Based on his experience in the job market, Clouse agrees. "A bachelor's degree in accounting is an absolute must," he says. "I would also suggest it over a degree in business administration with an accounting concentration. I grew up hearing, 'It doesn't matter what you major in, it just matters that you go to college.' I think that may have been true of earlier generations, but it's no longer true today. Pretty much every accounting job now will call out a bachelor's in accounting as a job requirement. Sometimes job postings even list a minimum number of accounting credit hours of upper division accounting classes."

Accounting Careers

With a bachelor's in accounting — and perhaps a master's in accounting, an MBA, or other types of professional certification — accounting professionals can move into a wide range of job openings. Some may choose to become self-employed service providers, while others may opt to work in for-profit or not-for-profit organizations of all sizes.
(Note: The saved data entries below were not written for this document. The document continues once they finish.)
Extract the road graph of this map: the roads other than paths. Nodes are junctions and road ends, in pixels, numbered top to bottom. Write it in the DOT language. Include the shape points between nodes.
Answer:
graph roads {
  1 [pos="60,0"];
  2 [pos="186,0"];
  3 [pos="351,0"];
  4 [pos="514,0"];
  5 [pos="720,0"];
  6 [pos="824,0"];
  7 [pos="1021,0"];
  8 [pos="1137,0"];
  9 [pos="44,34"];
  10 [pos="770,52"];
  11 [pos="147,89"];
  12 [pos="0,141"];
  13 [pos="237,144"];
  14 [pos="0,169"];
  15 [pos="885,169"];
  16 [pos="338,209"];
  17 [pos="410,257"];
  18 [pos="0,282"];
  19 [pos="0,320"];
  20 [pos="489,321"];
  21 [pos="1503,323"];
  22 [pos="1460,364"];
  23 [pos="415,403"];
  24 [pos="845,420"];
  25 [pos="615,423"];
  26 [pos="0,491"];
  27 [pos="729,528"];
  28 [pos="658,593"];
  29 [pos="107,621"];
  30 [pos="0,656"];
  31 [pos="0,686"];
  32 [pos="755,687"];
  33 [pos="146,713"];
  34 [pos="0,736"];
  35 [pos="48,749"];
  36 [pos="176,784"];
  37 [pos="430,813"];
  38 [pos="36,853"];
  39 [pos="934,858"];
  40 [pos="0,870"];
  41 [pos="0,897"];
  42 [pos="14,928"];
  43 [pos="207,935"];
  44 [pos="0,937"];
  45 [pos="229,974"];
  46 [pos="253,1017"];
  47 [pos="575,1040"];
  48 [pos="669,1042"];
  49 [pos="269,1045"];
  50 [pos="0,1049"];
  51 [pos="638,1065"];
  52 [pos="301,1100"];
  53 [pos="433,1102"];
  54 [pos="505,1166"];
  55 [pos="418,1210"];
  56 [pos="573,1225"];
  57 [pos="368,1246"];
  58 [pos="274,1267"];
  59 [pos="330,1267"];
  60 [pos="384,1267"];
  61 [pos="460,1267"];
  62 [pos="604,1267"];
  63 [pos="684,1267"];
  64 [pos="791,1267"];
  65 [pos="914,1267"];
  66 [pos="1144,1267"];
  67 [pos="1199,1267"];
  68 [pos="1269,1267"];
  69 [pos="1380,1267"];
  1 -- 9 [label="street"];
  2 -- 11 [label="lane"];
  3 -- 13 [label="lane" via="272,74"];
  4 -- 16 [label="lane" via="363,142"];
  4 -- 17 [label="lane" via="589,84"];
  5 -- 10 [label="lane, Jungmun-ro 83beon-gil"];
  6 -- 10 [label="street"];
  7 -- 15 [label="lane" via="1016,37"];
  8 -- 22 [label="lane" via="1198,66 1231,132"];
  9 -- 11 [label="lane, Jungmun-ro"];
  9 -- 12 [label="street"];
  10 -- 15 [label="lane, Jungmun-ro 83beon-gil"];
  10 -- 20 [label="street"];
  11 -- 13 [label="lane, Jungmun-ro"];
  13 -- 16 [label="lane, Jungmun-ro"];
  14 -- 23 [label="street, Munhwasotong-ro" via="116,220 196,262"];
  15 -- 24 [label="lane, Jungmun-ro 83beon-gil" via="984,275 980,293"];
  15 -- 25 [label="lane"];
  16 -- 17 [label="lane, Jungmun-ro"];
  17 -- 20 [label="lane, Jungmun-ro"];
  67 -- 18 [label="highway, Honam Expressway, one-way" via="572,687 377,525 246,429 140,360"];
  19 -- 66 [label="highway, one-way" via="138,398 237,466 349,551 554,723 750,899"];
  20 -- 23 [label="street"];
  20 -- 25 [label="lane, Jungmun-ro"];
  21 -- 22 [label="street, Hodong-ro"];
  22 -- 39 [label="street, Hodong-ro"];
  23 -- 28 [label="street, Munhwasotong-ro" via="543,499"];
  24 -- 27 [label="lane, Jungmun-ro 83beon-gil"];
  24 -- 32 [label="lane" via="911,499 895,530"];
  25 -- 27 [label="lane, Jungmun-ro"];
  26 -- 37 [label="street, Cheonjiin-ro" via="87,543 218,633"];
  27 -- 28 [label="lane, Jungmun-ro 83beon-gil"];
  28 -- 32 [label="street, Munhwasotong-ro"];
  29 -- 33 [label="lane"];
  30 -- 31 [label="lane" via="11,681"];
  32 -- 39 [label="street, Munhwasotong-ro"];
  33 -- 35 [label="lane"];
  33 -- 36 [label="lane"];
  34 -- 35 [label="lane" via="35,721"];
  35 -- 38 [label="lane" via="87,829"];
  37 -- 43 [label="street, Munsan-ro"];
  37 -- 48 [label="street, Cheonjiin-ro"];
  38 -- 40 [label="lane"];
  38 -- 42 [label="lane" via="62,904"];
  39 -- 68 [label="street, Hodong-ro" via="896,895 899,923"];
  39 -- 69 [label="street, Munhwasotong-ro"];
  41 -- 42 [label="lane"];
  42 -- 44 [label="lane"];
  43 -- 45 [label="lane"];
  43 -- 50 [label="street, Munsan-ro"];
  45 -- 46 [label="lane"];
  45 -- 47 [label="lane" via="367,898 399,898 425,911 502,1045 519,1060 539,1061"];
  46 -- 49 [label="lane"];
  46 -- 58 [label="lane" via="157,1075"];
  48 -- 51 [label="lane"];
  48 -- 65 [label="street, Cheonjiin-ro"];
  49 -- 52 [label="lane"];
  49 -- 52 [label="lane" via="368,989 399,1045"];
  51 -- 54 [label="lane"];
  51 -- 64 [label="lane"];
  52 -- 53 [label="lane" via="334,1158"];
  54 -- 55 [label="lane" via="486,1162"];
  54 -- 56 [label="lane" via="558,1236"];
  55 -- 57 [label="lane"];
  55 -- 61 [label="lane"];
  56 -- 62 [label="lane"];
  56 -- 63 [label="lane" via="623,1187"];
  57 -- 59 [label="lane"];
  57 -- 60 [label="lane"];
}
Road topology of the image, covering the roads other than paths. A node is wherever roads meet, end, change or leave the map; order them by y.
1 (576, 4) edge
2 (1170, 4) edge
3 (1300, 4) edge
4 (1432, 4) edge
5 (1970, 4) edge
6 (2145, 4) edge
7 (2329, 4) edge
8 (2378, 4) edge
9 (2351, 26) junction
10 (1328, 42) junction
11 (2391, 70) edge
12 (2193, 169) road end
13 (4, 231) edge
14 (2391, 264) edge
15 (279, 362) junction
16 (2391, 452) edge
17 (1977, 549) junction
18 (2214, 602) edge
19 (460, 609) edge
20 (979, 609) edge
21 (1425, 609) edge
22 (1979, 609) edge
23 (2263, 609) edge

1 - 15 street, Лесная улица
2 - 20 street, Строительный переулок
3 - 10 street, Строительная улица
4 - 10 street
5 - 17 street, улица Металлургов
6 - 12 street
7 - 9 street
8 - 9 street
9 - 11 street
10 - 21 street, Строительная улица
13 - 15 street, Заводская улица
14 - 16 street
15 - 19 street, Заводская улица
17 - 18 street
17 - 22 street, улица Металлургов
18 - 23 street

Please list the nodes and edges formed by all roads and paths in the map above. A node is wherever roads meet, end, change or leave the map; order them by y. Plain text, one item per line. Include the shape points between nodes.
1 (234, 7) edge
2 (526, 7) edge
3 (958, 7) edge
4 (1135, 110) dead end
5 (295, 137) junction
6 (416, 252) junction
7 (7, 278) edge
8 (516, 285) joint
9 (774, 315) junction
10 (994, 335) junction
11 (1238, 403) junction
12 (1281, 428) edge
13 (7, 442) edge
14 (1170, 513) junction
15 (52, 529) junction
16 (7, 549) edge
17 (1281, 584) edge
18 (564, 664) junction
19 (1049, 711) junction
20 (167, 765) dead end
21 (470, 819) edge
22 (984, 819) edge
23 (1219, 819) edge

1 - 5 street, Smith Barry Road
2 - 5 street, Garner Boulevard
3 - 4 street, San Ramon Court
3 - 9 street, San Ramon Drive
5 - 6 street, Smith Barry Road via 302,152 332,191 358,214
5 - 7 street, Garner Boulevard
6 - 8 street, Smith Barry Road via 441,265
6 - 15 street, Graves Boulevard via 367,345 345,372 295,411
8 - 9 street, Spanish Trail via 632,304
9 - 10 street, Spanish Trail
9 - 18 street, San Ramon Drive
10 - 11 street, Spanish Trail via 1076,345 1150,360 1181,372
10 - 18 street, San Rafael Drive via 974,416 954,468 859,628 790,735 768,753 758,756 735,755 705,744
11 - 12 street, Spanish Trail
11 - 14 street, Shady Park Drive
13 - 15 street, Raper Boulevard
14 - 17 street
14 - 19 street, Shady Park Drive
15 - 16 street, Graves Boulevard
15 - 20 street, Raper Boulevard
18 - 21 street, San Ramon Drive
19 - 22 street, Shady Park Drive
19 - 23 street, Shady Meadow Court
Are Accounting Degrees in Demand?

One of the advantages of a career in accounting is that professionals are needed in all parts of the country. However, additional data from Burning Glass Technologies reveals where accounting jobs are concentrated. Not surprisingly, the highest volume of job openings are located in the most populous states, with California, Texas, Florida, New York, and Illinois topping the list.

Larger corporations hiring a significant number of accountants in recent months include Nelnet, Lithia Motors, UnitedHealth, Humana, Intuit, and Cushman & Wakefield. The following graph provides a more comprehensive picture of the industries where accountants are most likely to find employment.

Accounting Earning Potential

According to the BLS, accountants and auditors earn a median annual salary of $77,250. Professionals in the finance and insurance industries tend to earn slightly more, with a median annual salary of $79,310. However, the top 10% of earners in this field had salaries higher than $128,970. Some of these may be CPAs, who typically earn a higher income due to their advanced credentials.

Accounting Job Satisfaction

Despite the strong earnings potential and positive job outlook for accountants, this occupation is not for everyone. Some professionals may find their responsibilities to be fairly stressful, and the stress may increase during certain peak periods of activity, such as quarterly audits or annual tax calculations. An ongoing survey of accountants conducted by Career Explorer finds that respondents rate their career satisfaction at 2.6 out of 5 stars.

Perhaps the key is searching for the accounting role that best suits you. "I am very satisfied with where I'm at now, but I'll admit it took me a good while to find my niche," Clouse reports. "I had the misfortune of graduating during a bad recession. It was hard to get a job, especially for administrative support roles like managerial accountants. I interned in CPA tax, then moved into governmental accounting — first for the parks commission and then the lottery — then came private sector manufacturing and finally agriculture. Agriculture is by far my favorite. There are a lot of different functions, which keeps it interesting."

Should You Get An Accounting Degree?

Reflecting on his own experience and that of other accountants he's worked with, Clouse adds these final words of advice for prospective accounting students: "A trait I swear by but is often missing in many accountants is the heart of a teacher and a customer service attitude. Your job as a managerial accountant is to help managers make informed decisions. It takes communication skills and the heart of a teacher to convey data analytics to an operational manager who doesn't live in the financial world." If these characteristics sound familiar, accounting just may be the right career path for you.